Now, as for this dream I promised to tell you about. It must have happened during the fortnight between reading this issue and reading the one where the Earth-based side of the storyline resumed, and have been spawned by my impatience to find out what was going to happen next! I can get even closer to fixing an exact date when I dreamed it, in fact, because I'm almost certain it was at our mother's house in Boston. At this point in time, we were spending every Tuesday and Wednesday night, and Fridays and Saturdays of alternate weeks, at Willoughby Road - an equitable arrangement presumably intended to keep everyone sort of happy, though I'm not sure it succeeded. I could certainly have done without the mid-week journeying all the way to Boston, ten miles away from our father's house, with school being nearly five miles more out the other side, but does anyone ask my opinion? I tell you, childhood is rough, and the only mitigating factor is that I didn't actually care in the slightest, and was really only interested in things like the Transformers comic.

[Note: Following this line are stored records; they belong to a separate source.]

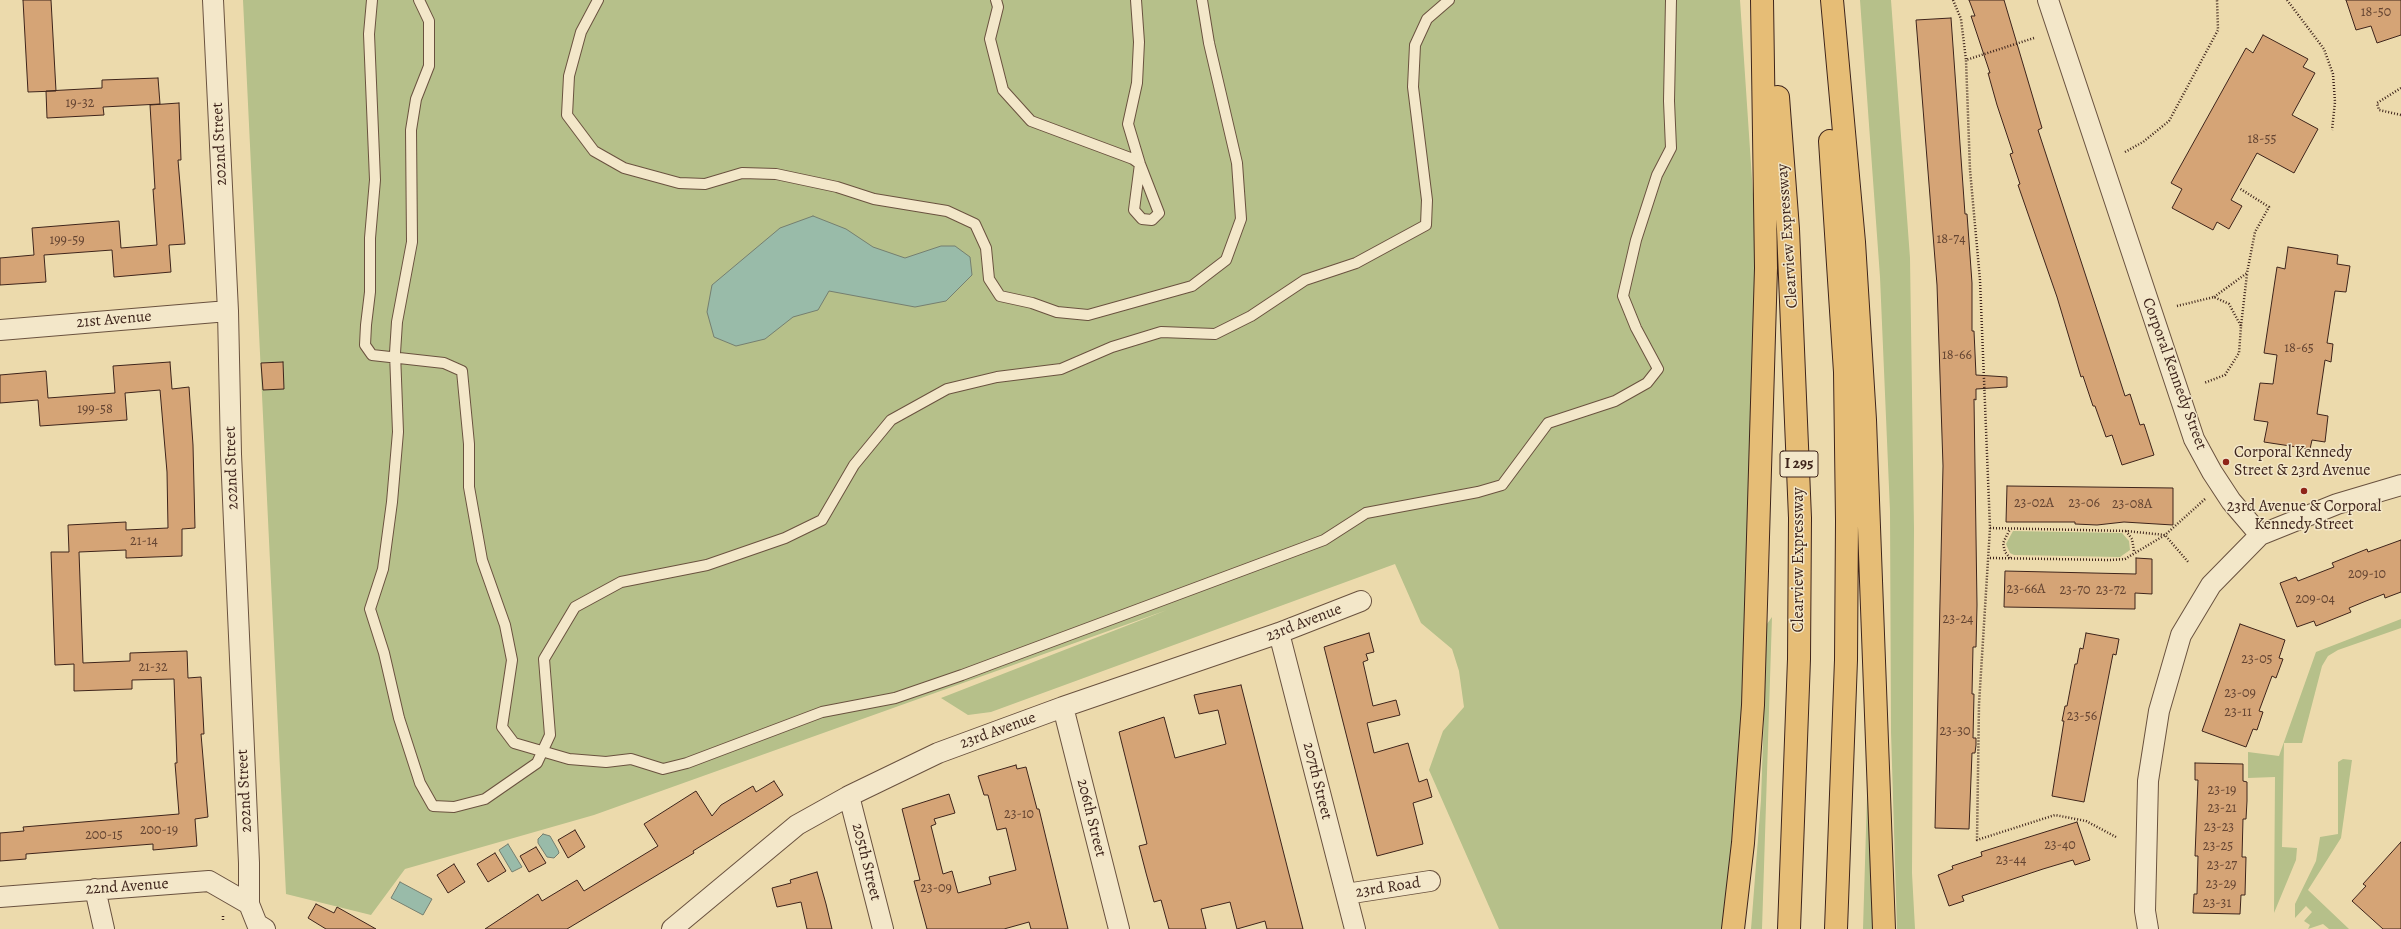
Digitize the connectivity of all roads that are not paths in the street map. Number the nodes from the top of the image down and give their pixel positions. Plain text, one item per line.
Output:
1 (213, 0) edge
2 (372, 0) edge
3 (419, 0) edge
4 (598, 0) edge
5 (996, 0) edge
6 (1136, 0) edge
7 (1202, 0) edge
8 (1449, 0) edge
9 (1671, 0) edge
10 (1762, 0) edge
11 (1770, 0) edge
12 (1821, 0) edge
13 (1832, 0) edge
14 (2048, 0) edge
15 (1140, 164) junction
16 (228, 312) junction
17 (0, 330) edge
18 (396, 357) junction
19 (2401, 485) edge
20 (2260, 536) junction
21 (1361, 601) dead end
22 (1279, 633) junction
23 (1063, 707) junction
24 (543, 750) junction
25 (849, 796) junction
26 (1430, 881) dead end
27 (95, 890) junction
28 (1346, 894) junction
29 (0, 897) edge
30 (249, 904) junction
31 (104, 929) edge
32 (265, 929) edge
33 (672, 929) edge
34 (883, 929) edge
35 (1119, 929) edge
36 (1355, 929) edge
37 (1733, 929) edge
38 (1788, 929) edge
39 (1836, 929) edge
40 (1884, 929) edge
41 (2148, 929) edge

1 - 16 street, 202nd Street
2 - 18 lane
3 - 18 lane
4 - 7 lane
5 - 15 lane
6 - 15 lane
8 - 24 lane
9 - 24 lane
10 - 37 highway
11 - 38 highway, Clearview Expressway / I 295
12 - 39 highway
13 - 40 highway
14 - 20 street, Corporal Kennedy Street
15 - 15 lane
16 - 17 street, 21st Avenue
16 - 30 street, 202nd Street
18 - 24 lane
18 - 24 lane
19 - 20 street
20 - 41 street
21 - 22 street, 23rd Avenue
22 - 23 street, 23rd Avenue
22 - 28 street, 207th Street
23 - 25 street, 23rd Avenue
23 - 35 street, 206th Street
25 - 33 street, 23rd Avenue
25 - 34 street, 205th Street
26 - 28 street, 23rd Road
27 - 29 street, 22nd Avenue
27 - 30 street, 22nd Avenue
27 - 31 street
28 - 36 street, 207th Street
30 - 32 street, 202nd Street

(International readers of this blog might like to know, incidentally, that the 'Boston' I'm complaining about here is the real, original, genuine Boston, in Lincolnshire, England, and not that fake one in Massachusetts that some people think of when they hear 'Boston')

This wasn't the only time my dreams have provided an ending for a story I was half-way through. To this day I can't hear about the Doctor Who story The Keys of Marinus without struggling to remember which bits of it actually happened and which were part of the dream I had when I fell asleep half way through reading the novelisation. But in this case, I was actively involved in the next installment of Target: 2006! In fact, I was hanging out with the Autobots in our bedroom at Willoughby Road - I forget which ones, but Trailbreaker was definitely standing in the corner and supervising proceedings - and trying to make contact with the future. There was a small hole in the space-time continuum on the wall of the room (the bump in the wall made by the disused chimney), represented by a sort of pattern of blue and purple dots of the type you'd see in comics where this kind of thing happened, and by means of flying a kite through this hole, we were trying to establish a link to the Autobots of the year 2006.

There was a lot of static, but something definitely got through, and we heard a voice saying something. One of the Autobots told me excitedly that it must be a voice from the future, because it was a Ford's voice, and the only Ford among the Autobots is Ironhide, who's currently absent "digging his own grave", as seen in the comic.

I do love that Transformers who turn into distinct makes of car would have distinct voices. This is a wonderful innovation of my subconscious mind, and really needs to be worked into the next Transformers movie. Ironhide, of course, being originally a Japanese toy, turns into a Nissan rather than a Ford, but I didn't know that at the time, and he had a distinctly American accent on the cartoon, so naturally I'd think Ford.

But establishing contact with the future was a pivotal moment that meant the Autobots would be able to defeat Galvatron after all, despite their crushing defeat! All thanks to me! And so, having saved the day and brought Target: 2006 to a satisfactory conclusion, I woke up and told my brother all about the dream. He said I was making it up.